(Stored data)

_ _ _ _ _ _ _

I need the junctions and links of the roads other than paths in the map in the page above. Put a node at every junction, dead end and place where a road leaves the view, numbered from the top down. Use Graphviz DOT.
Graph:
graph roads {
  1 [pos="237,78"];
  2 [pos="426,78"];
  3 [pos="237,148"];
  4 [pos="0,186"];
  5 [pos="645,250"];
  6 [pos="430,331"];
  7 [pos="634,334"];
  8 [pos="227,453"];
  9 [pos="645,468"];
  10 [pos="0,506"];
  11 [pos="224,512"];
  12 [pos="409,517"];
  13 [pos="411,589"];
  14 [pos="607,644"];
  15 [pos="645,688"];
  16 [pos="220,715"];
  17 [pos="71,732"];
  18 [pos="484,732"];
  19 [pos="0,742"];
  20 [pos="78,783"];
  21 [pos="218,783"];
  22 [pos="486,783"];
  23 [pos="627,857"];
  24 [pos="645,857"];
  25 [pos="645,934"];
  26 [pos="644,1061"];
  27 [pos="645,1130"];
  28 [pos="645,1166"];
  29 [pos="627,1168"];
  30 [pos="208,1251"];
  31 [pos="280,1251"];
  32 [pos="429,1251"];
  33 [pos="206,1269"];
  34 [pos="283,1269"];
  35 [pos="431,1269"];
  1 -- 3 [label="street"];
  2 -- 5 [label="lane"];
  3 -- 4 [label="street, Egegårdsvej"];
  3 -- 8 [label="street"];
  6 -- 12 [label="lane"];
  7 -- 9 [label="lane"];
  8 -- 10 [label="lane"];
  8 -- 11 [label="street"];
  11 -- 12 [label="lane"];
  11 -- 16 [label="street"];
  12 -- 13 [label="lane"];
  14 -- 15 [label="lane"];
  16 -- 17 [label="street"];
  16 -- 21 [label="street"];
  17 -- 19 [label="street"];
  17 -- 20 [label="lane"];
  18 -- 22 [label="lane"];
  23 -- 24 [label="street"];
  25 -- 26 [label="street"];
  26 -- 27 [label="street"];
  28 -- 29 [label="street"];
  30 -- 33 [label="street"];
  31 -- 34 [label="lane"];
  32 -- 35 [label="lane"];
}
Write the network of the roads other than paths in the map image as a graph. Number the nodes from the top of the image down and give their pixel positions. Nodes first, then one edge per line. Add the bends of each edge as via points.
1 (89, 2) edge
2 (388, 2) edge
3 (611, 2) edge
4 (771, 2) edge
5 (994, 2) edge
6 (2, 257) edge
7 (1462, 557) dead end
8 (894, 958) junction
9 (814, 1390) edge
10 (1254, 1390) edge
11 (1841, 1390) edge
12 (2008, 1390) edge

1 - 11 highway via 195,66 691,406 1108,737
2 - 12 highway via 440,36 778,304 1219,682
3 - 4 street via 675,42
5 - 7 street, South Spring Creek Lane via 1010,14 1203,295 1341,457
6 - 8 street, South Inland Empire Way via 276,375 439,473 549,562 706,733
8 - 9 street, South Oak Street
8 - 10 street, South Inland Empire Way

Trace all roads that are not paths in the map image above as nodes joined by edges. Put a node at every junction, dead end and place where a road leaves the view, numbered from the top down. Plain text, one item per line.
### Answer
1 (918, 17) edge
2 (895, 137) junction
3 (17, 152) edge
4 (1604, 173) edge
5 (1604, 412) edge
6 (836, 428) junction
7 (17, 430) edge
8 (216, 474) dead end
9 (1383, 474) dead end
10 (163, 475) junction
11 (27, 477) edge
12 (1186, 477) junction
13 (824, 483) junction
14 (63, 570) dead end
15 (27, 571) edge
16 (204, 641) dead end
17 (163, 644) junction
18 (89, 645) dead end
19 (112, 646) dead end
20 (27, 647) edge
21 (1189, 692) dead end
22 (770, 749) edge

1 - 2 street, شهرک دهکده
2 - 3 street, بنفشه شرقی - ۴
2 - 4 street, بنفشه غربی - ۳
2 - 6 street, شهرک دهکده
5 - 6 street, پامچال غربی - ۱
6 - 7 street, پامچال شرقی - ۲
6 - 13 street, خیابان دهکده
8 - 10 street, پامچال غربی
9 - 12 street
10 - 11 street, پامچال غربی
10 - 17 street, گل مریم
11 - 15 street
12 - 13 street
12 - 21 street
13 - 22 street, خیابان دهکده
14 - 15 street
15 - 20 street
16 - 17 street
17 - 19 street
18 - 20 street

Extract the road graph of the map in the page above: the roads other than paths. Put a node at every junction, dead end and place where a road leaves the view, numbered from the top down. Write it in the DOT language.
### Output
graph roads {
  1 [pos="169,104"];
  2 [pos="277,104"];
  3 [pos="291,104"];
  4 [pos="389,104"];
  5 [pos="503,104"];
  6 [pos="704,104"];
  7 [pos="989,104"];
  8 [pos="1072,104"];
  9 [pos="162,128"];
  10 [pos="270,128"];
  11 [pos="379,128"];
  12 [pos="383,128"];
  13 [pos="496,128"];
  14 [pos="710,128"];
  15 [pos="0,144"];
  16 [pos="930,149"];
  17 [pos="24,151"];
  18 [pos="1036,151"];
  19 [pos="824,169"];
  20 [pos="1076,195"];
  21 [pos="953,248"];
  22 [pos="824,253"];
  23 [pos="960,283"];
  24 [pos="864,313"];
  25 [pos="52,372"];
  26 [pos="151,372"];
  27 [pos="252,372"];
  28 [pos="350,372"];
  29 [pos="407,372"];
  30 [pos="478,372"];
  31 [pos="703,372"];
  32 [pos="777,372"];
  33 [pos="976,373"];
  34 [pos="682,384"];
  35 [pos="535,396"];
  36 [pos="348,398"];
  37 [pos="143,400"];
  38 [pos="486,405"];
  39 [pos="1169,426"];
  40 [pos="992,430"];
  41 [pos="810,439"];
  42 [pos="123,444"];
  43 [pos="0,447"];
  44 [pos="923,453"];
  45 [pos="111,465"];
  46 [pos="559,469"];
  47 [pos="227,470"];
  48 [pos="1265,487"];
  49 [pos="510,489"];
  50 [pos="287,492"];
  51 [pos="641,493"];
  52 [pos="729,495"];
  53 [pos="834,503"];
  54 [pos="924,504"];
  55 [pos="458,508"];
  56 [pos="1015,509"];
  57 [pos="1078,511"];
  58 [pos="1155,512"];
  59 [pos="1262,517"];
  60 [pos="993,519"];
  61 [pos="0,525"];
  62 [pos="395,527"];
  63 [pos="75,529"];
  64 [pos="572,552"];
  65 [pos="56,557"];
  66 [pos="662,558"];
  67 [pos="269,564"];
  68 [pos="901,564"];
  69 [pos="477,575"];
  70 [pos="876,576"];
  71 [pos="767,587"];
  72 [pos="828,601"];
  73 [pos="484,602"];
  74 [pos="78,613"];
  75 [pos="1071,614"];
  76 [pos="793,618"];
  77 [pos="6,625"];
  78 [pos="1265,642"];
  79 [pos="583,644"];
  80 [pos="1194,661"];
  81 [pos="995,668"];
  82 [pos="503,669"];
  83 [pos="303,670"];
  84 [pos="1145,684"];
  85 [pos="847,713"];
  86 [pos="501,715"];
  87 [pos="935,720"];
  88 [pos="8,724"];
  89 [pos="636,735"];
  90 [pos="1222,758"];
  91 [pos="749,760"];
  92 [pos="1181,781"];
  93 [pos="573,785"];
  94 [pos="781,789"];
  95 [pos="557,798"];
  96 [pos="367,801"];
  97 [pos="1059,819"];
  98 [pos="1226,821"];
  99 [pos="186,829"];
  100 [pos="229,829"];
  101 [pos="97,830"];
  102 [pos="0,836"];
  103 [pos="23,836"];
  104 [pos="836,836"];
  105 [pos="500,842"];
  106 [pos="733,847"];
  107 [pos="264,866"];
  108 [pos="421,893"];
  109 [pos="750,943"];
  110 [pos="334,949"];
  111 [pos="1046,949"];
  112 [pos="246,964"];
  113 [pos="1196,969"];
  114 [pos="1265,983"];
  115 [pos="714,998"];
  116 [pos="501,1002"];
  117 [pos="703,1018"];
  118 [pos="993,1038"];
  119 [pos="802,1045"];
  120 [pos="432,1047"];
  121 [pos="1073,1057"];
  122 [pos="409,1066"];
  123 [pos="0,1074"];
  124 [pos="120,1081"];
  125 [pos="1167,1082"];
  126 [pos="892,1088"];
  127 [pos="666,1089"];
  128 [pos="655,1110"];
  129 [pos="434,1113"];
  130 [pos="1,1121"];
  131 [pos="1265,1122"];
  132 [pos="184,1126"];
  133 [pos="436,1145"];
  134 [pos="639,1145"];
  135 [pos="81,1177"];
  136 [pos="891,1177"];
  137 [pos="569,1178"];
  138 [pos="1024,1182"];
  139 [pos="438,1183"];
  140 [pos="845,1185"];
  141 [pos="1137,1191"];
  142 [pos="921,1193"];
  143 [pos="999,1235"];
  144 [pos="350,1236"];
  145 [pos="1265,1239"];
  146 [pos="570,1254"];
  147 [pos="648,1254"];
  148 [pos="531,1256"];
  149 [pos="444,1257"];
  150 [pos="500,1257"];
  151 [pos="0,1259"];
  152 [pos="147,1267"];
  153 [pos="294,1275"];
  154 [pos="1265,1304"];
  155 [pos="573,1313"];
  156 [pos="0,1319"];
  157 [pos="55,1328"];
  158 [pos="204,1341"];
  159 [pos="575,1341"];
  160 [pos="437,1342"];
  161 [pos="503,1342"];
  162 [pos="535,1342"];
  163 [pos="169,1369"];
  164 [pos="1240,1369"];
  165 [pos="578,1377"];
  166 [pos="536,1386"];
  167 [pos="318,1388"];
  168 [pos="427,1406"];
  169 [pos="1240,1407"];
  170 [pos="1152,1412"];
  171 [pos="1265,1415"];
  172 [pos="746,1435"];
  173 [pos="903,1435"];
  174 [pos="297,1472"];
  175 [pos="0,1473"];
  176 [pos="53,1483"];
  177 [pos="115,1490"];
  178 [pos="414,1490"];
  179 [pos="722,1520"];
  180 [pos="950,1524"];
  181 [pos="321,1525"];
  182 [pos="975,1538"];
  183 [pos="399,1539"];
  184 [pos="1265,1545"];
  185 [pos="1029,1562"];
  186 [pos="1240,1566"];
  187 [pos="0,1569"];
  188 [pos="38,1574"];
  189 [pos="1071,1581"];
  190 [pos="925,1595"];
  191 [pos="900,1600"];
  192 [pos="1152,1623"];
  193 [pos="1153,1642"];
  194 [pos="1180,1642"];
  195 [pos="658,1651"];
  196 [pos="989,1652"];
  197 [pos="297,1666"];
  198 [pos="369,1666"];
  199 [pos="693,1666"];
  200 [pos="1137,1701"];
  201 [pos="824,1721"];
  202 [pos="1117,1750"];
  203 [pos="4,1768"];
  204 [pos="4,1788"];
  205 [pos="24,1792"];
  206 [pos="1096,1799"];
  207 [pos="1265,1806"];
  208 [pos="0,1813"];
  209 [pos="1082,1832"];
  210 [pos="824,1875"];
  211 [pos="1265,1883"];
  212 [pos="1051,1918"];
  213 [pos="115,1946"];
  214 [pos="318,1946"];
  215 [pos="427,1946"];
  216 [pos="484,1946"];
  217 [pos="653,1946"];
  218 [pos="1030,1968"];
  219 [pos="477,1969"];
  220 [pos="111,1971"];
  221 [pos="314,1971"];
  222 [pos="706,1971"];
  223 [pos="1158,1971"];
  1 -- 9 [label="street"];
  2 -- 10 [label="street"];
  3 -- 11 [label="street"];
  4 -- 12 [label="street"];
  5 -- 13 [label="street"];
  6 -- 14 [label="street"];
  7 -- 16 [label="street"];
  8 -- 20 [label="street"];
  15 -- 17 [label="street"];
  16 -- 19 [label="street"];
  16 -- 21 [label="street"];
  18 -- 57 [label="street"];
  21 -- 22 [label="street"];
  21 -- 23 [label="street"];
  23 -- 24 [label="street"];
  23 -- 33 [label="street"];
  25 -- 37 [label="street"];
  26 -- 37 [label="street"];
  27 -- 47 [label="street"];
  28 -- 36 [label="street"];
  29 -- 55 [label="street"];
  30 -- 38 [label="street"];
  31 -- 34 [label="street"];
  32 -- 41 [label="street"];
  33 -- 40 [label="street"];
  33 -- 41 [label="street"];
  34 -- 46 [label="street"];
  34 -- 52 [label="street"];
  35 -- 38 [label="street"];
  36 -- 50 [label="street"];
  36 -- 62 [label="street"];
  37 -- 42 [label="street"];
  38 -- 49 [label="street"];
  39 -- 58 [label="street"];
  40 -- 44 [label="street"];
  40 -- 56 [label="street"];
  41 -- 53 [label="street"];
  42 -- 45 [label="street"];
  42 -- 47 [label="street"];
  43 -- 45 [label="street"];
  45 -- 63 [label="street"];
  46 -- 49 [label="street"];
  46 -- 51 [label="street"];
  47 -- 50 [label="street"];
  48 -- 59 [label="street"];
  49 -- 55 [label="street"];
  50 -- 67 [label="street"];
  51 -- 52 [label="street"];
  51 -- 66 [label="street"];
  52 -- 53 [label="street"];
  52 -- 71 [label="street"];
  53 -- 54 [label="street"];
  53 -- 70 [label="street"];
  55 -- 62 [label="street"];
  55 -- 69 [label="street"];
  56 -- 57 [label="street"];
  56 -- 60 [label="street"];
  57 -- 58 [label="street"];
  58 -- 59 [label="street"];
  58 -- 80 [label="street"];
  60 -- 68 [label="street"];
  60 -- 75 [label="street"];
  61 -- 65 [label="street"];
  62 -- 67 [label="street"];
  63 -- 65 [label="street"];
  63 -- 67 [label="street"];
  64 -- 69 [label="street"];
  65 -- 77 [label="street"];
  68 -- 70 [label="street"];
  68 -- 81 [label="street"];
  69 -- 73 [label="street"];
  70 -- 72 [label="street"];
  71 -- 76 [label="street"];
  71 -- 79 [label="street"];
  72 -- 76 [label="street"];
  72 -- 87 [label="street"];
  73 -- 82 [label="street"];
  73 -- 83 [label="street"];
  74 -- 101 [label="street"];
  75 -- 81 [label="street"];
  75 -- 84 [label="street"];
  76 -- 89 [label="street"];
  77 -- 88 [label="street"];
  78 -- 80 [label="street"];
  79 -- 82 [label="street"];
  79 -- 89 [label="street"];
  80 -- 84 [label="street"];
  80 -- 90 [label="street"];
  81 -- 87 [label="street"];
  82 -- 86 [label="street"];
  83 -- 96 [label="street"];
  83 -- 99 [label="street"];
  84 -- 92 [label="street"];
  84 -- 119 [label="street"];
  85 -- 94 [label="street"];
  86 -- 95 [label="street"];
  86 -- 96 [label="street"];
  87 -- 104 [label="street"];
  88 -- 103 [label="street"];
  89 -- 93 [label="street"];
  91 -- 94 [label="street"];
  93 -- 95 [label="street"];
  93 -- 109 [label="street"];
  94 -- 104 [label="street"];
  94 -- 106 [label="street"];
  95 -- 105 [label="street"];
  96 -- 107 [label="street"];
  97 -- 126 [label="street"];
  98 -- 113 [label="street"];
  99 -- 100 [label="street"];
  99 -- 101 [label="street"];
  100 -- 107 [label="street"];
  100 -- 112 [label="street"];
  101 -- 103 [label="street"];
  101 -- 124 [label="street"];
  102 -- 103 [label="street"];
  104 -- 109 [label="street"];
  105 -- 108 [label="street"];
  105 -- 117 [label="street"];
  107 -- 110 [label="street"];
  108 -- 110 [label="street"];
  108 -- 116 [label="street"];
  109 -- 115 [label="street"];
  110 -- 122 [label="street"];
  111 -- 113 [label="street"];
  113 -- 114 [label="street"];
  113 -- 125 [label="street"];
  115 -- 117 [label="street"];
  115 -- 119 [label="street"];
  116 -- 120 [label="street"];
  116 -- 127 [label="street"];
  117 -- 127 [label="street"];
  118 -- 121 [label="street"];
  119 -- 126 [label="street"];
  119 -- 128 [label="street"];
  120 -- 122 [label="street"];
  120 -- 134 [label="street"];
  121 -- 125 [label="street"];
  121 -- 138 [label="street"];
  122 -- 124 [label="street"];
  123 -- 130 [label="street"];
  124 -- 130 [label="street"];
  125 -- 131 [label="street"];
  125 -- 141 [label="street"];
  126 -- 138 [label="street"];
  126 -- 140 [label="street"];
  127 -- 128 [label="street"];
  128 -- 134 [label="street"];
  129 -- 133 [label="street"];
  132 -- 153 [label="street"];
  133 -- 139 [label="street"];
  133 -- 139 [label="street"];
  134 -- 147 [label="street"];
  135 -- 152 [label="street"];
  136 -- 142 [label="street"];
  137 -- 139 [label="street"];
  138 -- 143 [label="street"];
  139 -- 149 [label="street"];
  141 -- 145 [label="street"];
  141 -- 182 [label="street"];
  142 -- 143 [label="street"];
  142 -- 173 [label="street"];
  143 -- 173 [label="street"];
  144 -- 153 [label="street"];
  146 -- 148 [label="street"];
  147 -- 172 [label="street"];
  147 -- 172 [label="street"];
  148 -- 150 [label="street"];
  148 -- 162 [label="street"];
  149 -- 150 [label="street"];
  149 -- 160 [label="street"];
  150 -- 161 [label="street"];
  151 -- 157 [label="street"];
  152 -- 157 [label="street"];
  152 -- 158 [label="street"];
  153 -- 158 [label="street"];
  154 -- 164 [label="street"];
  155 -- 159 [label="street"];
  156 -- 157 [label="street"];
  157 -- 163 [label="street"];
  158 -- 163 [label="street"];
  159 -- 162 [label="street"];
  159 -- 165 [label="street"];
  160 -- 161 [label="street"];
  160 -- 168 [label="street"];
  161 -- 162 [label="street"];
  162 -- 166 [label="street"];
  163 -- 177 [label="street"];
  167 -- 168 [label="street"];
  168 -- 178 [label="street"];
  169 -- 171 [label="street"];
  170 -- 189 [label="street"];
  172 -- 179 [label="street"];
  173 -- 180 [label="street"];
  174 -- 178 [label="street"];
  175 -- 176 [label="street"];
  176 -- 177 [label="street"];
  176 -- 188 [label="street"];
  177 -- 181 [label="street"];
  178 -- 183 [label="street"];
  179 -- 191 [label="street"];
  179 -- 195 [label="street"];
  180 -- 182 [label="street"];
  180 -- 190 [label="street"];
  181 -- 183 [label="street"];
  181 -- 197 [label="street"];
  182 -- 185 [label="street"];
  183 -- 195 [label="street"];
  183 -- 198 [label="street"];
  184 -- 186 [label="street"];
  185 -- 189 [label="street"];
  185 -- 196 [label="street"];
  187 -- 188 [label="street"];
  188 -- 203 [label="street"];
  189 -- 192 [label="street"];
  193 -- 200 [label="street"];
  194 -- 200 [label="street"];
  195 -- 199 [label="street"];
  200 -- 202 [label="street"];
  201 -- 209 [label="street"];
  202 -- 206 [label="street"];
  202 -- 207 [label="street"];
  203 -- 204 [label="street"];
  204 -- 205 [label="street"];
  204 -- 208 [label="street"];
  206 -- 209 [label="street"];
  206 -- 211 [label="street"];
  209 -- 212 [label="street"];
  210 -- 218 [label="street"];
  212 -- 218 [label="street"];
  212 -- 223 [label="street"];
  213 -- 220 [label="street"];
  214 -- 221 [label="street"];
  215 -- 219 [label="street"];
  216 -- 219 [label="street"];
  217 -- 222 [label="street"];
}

_ _ _ _ _ _ _

## Exercise prompt
Which of the lines above carry the string "image"? Pick them out and copy them.

## Solution
Write the network of the roads other than paths in the map image as a graph. Number the nodes from the top of the image down and give their pixel positions. Nodes first, then one edge per line. Add the bends of each edge as via points.
Trace all roads that are not paths in the map image above as nodes joined by edges. Put a node at every junction, dead end and place where a road leaves the view, numbered from the top down. Plain text, one item per line.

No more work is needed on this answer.